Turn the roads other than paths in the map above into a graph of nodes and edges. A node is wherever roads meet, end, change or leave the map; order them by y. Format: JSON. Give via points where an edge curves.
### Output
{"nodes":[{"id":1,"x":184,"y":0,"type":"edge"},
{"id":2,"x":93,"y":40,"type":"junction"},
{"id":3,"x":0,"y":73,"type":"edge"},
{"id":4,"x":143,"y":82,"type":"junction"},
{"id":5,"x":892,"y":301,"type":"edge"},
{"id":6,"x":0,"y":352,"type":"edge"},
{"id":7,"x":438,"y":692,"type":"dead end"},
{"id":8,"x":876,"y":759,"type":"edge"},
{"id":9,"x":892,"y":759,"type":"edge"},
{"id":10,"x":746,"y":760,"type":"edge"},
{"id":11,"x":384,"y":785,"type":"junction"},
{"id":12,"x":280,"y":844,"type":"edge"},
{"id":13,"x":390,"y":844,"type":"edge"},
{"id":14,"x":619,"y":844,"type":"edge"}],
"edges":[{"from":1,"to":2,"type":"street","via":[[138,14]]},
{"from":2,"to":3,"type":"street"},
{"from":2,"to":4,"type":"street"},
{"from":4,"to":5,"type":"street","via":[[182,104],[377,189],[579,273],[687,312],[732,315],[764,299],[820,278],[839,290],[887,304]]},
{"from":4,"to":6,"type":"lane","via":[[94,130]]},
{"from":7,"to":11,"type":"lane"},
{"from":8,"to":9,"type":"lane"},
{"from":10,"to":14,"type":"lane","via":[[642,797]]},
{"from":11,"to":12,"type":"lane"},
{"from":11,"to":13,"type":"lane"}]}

Aim of the exercise | Give every entry in the listing above again, exactly as written.

Expected answer |
Turn the roads other than paths in the map above into a graph of nodes and edges. A node is wherever roads meet, end, change or leave the map; order them by y. Format: JSON. Give via points where an edge curves.
### Output
{"nodes":[{"id":1,"x":184,"y":0,"type":"edge"},
{"id":2,"x":93,"y":40,"type":"junction"},
{"id":3,"x":0,"y":73,"type":"edge"},
{"id":4,"x":143,"y":82,"type":"junction"},
{"id":5,"x":892,"y":301,"type":"edge"},
{"id":6,"x":0,"y":352,"type":"edge"},
{"id":7,"x":438,"y":692,"type":"dead end"},
{"id":8,"x":876,"y":759,"type":"edge"},
{"id":9,"x":892,"y":759,"type":"edge"},
{"id":10,"x":746,"y":760,"type":"edge"},
{"id":11,"x":384,"y":785,"type":"junction"},
{"id":12,"x":280,"y":844,"type":"edge"},
{"id":13,"x":390,"y":844,"type":"edge"},
{"id":14,"x":619,"y":844,"type":"edge"}],
"edges":[{"from":1,"to":2,"type":"street","via":[[138,14]]},
{"from":2,"to":3,"type":"street"},
{"from":2,"to":4,"type":"street"},
{"from":4,"to":5,"type":"street","via":[[182,104],[377,189],[579,273],[687,312],[732,315],[764,299],[820,278],[839,290],[887,304]]},
{"from":4,"to":6,"type":"lane","via":[[94,130]]},
{"from":7,"to":11,"type":"lane"},
{"from":8,"to":9,"type":"lane"},
{"from":10,"to":14,"type":"lane","via":[[642,797]]},
{"from":11,"to":12,"type":"lane"},
{"from":11,"to":13,"type":"lane"}]}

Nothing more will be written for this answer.